Tonight at the London Palladium is a British television variety show that is hosted from the London Palladium theatre in the West End. Originally produced by ATV for the ITV network from 1955 to 1969, it went by its original name Sunday Night at the London Palladium from 25 September 1955 until the name was changed to The London Palladium Show from 1966 to 2 February 1969.

It underwent three revivals, first from 28 October 1973 to 14 April 1974 where it retained its Sunday Night at the London Palladium title, second in 2000 under the title Tonight at the London Palladium, and third from 2014 until 2015 under the title Sunday Night at the Palladium, dropping London. From 2016, the show is called Tonight at the London Palladium and is presented by Bradley Walsh.

A one-off Sunday Night at the London Palladium was screened to mark Bruce Forsyth's 70th birthday in February 1998.

== History ==

The regular hosts of the show were Tommy Trinder (1955–1958), Bruce Forsyth (1958–1960 and 1961–1964), Don Arrol (1960–1961), Norman Vaughan (1962–1965, 1974), Jimmy Tarbuck (1965–1967), Jim Dale (1973–1974) and Ted Rogers (1974). Other guest comperes were: Hughie Green, Alfred Marks, Robert Morley, Arthur Haynes, Dickie Henderson, Dave Allen, Des O'Connor, Bob Monkhouse and Roger Moore.

The first ever show was compered by Tommy Trinder with Gracie Fields and Guy Mitchell being the night's big guests. The programme was one of ITV's most watched, reaching its biggest audience in January 1960 while Bruce Forsyth was the host, in an edition featuring Cliff Richard and the Shadows, watched by more than 20 million people.

However, according to the book Television's Greatest Hits written and researched by Paul Gambaccini and Rod Taylor the biggest viewing audience was 9.7 million in 1964 (although this would have been homes, rather than viewers, as this was the way British television viewing figures were recorded at the time).

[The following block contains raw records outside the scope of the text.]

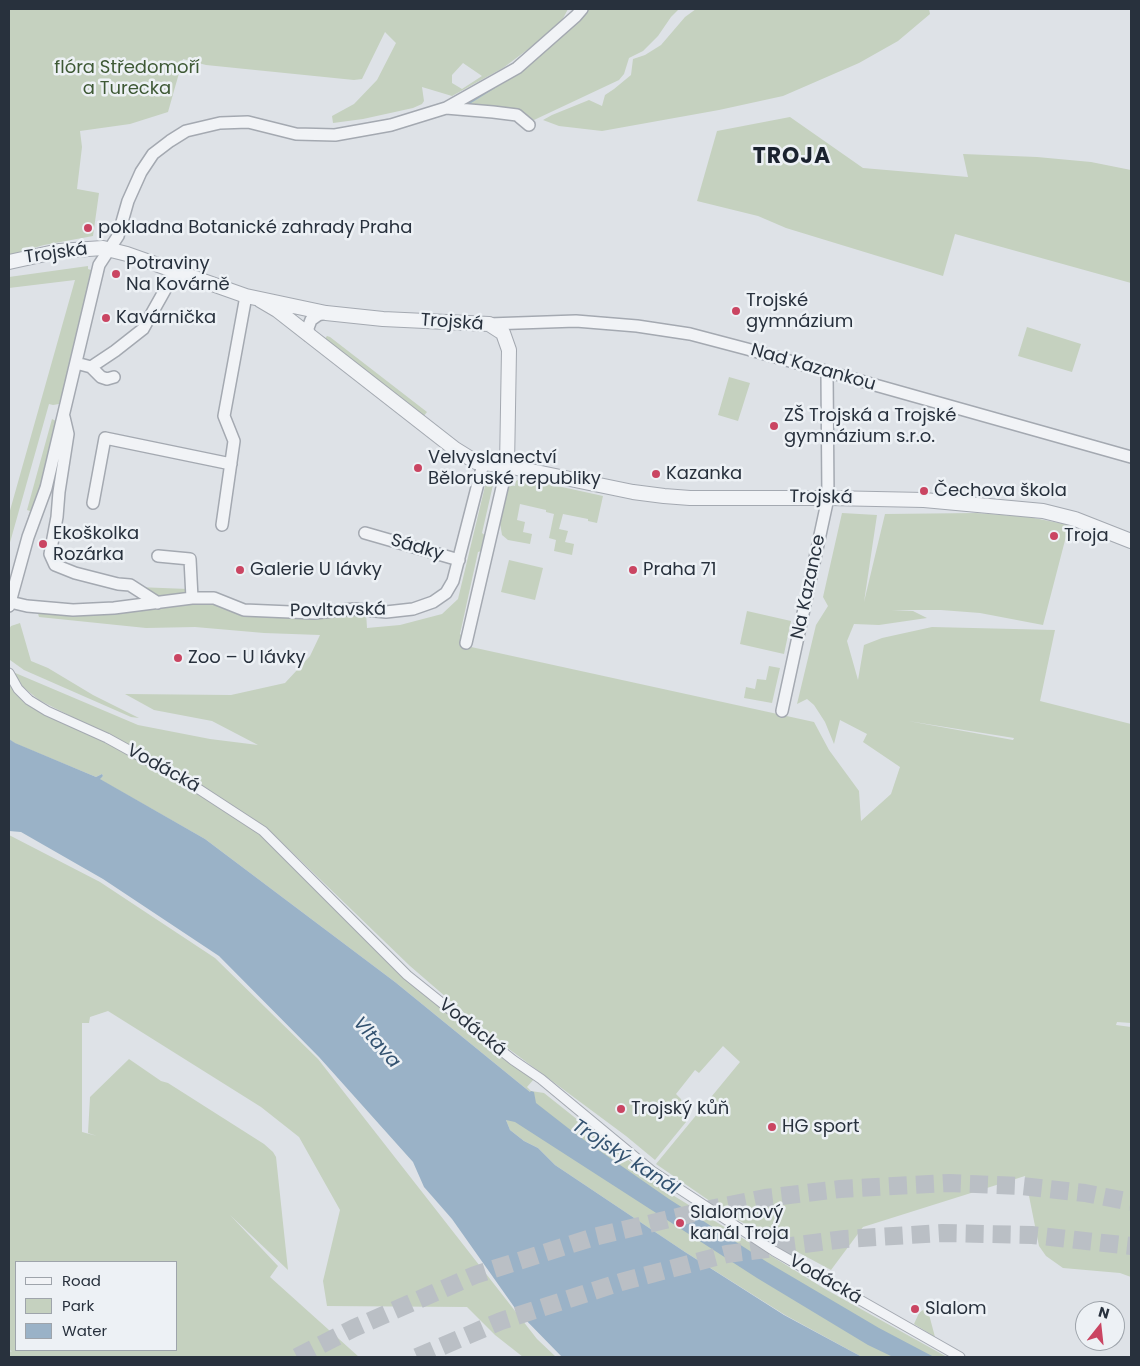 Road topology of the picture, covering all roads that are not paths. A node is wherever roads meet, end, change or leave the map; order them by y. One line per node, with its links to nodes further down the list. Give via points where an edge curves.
1 (582, 9): 2 (street, via 517,68)
2 (446, 108): 3 (street, via 517,116); 4 (street, via 391,125 335,135 296,134 248,122 220,123 186,131 153,154 141,172 128,201 120,232)
3 (529, 125)
4 (110, 250): 5 (street, Trojská, via 59,251); 6 (street, Trojská); 12 (street, via 99,265)
5 (9, 262)
6 (175, 272): 7 (street, Trojská); 13 (street, via 143,329)
7 (246, 296): 8 (street, Trojská); 18 (street, via 224,416 234,441)
8 (260, 300): 9 (street, Trojská); 11 (street, Trojská)
9 (326, 313): 10 (street, Trojská); 11 (street, via 311,320)
10 (489, 324): 14 (street, Nad Kazankou, via 576,320 637,326 690,334); 20 (street, Trojská, via 503,333 509,350)
11 (309, 336): 19 (street, Trojská, via 455,449)
12 (76, 363): 13 (street); 16 (street)
13 (91, 367): 15 (street, via 106,380)
14 (827, 372): 17 (street, Nad Kazankou); 21 (street, Na Kazance)
15 (114, 377)
16 (64, 413): 29 (street, via 68,434 50,554 55,565 75,573 130,585); 30 (street, via 46,488 28,536)
17 (1131, 457)
18 (231, 464): 22 (street, via 105,438); 23 (street)
19 (483, 464): 20 (street, Trojská); 27 (street, Sádky)
20 (507, 466): 21 (street, Trojská, via 664,496); 31 (street)
21 (828, 498): 25 (street, Trojská, via 924,500 1043,511); 33 (street, Na Kazance)
22 (93, 503)
23 (222, 525)
24 (365, 533): 27 (street, Sádky)
25 (1131, 541)
26 (158, 556): 28 (street, via 190,559)
27 (459, 560): 28 (street, Povltavská, via 446,593 413,609 314,613 244,610 214,598)
28 (192, 598): 29 (street, Povltavská)
29 (158, 603): 30 (street, Povltavská, via 73,610)
30 (9, 604)
31 (466, 643)
32 (9, 673): 34 (street, Vodácká, via 29,700 108,738 194,786 263,831 407,974 652,1171 774,1251)
33 (782, 711)
34 (960, 1357)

This was on Sunday 19 April when Bruce Forsyth introduced the Bachelors, Hope and Keen and Frank Ifield with the Pamela Devis Dancers.

After the Tiller Girls and the lesser acts in the first part was a game show imported from America, Beat the Clock, the format of which was rather like Bruce Forsyth's later hit in The Generation Game. It featured couples having to perform a trick or stunt, like even changing clothes (previously put on, on top of their ordinary clothes) with each other within a set time. If a couple could complete both stunts, the wife must rearrange words stuck to a magnetic board and people had to "arrange them into a well known phrase or saying" in 30 seconds. If she succeeded, the couple won a major prize. Whenever a bell rang, the couple who played at that time would play a jackpot stunt for a cash bonus worth £100 for each week since the last jackpot win.

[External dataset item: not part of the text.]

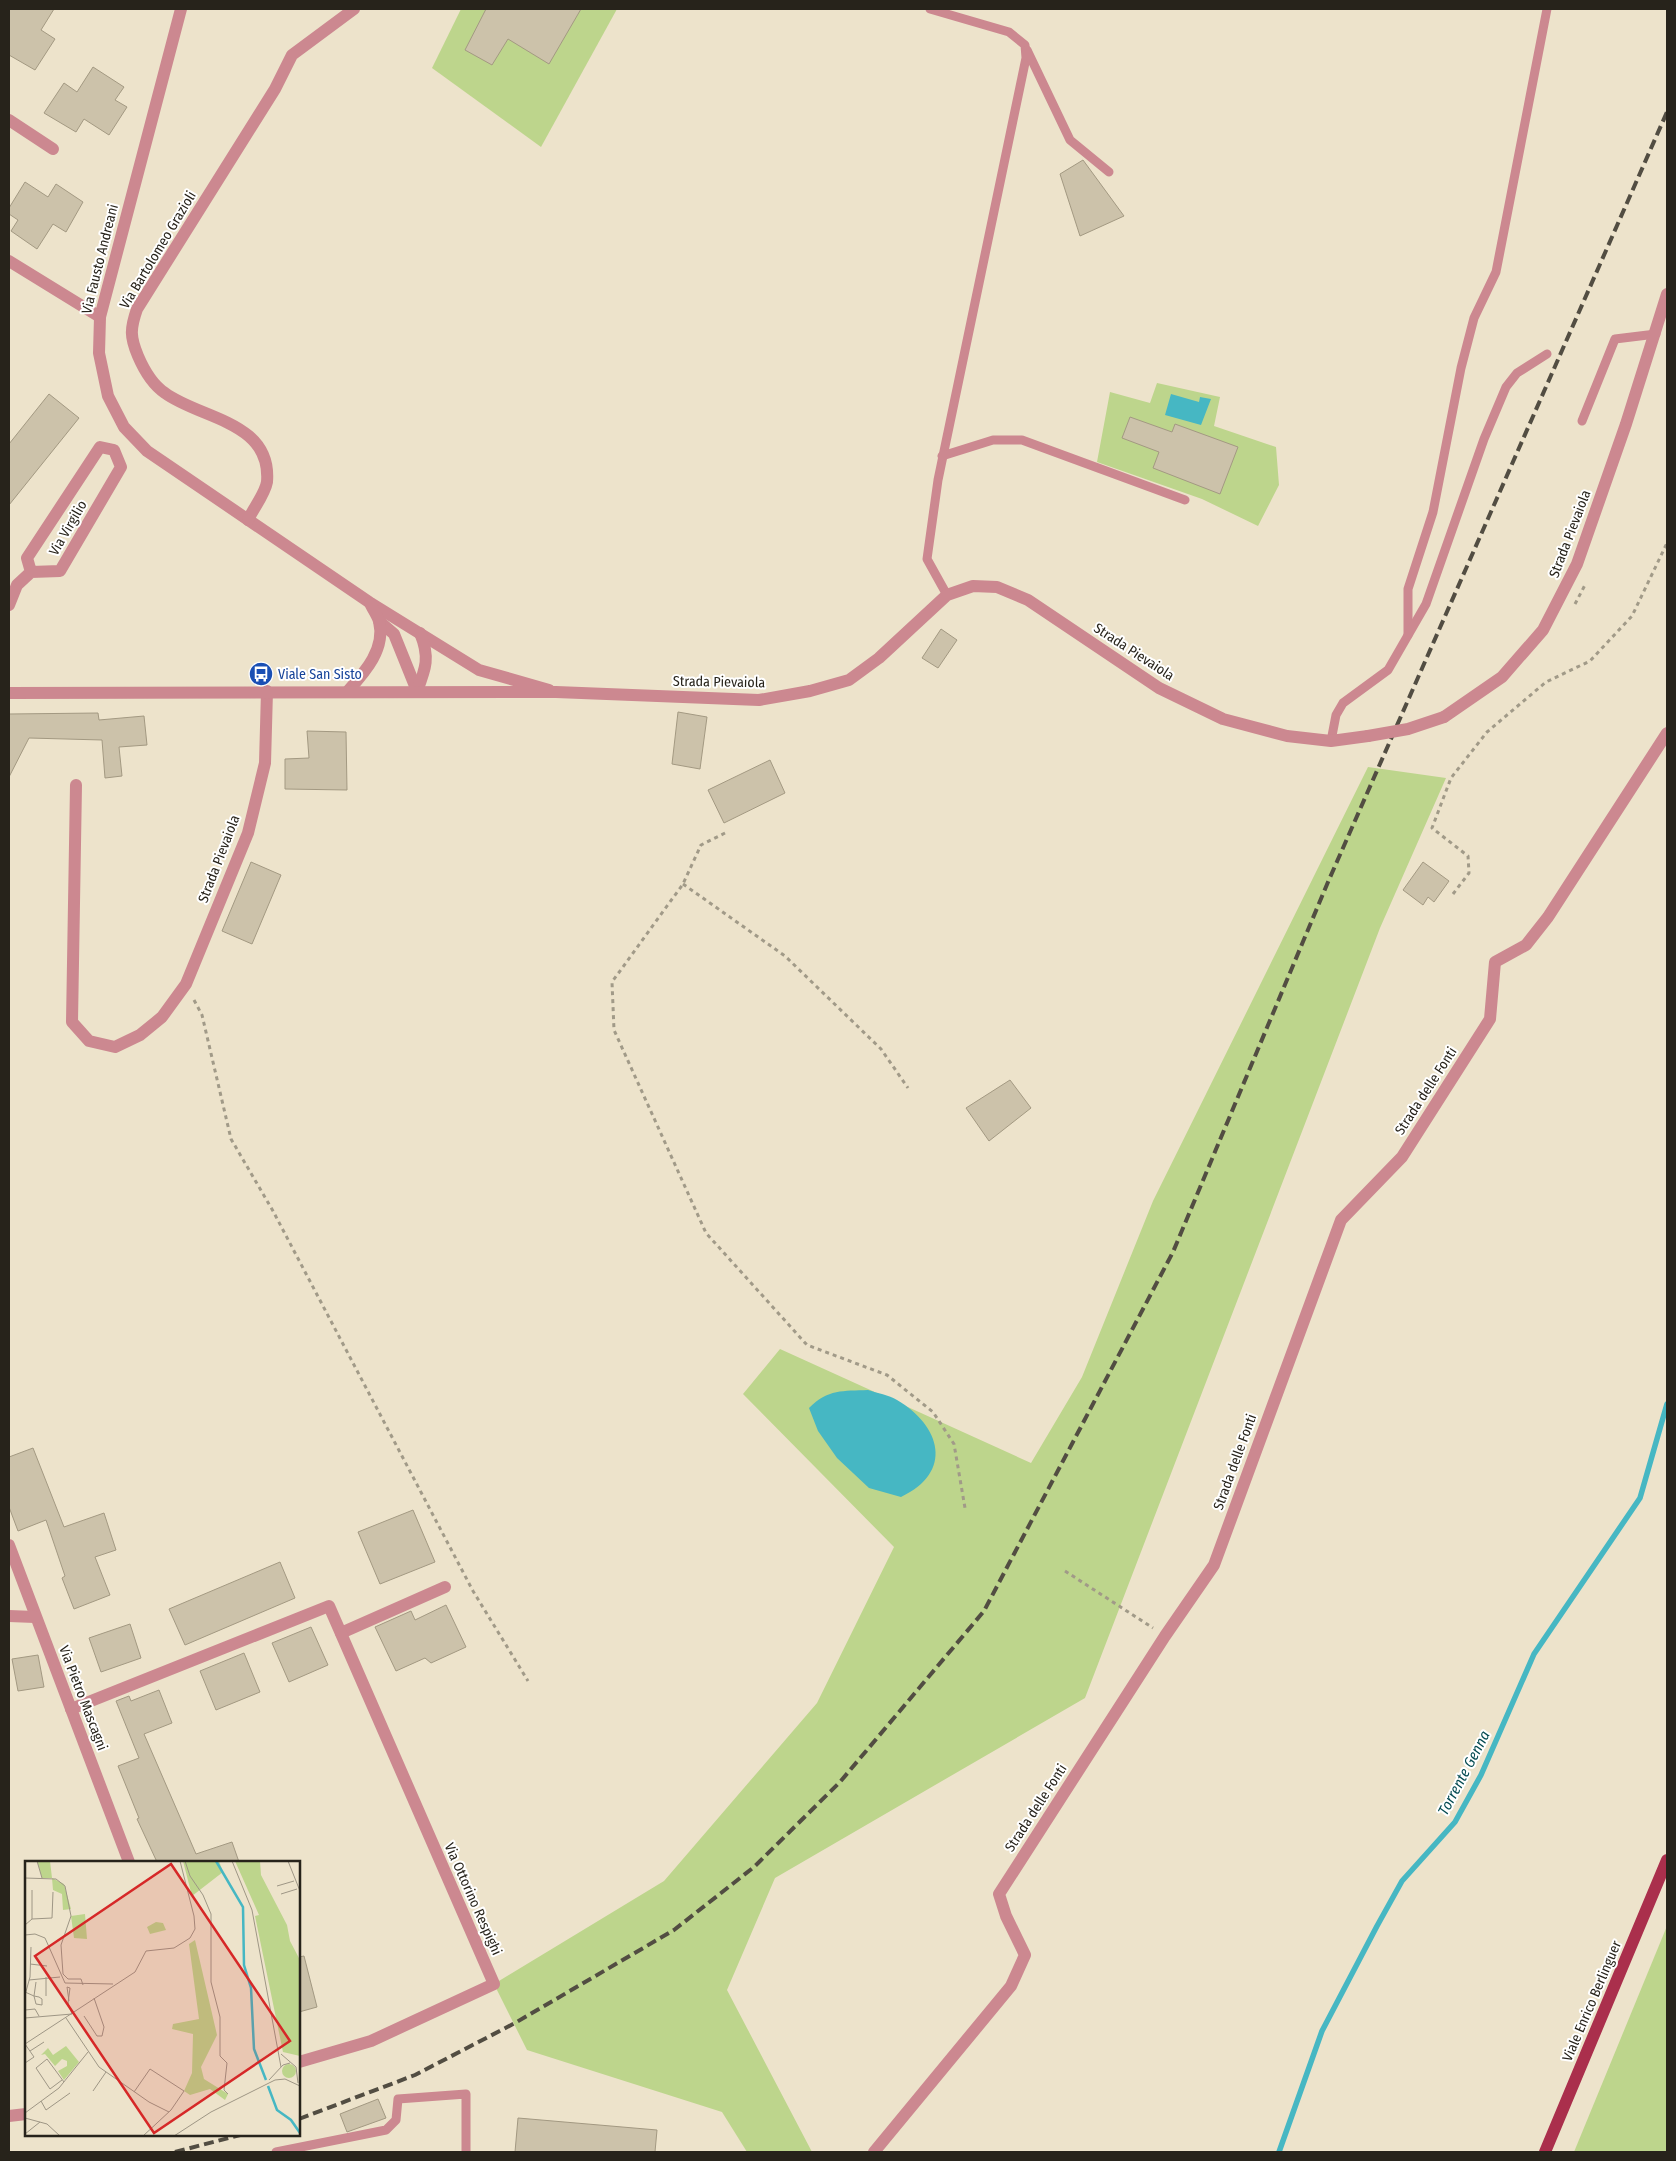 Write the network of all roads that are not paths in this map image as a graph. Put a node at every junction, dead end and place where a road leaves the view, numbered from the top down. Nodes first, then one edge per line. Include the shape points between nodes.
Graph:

The second part of the show was where the big stars shone. It featured many top people over the years including Bill Haley rocking around the clock, Chubby Checker who introduced the "new dance" the Twist to the country with a whole stage full of people dancing the Twist and Sammy Davis Jr. met the Tiller Girls in 1961. Other star guests included: Judy Garland, Bob Hope, Johnnie Ray, Liberace, Petula Clark, the Seekers, the Beatles and the Rolling Stones. Italian mouse puppet Topo Gigio came back a number of times.

The Beatles' publicist Tony Barrow said that after the band's first appearance on the show on 13 October 1963, Beatlemania took off in the UK.

The show always ended using the huge revolving stage where the Tiller Girls, the compere and that night's guests stood on it as it slowly turned around to the familiar end tune of the show.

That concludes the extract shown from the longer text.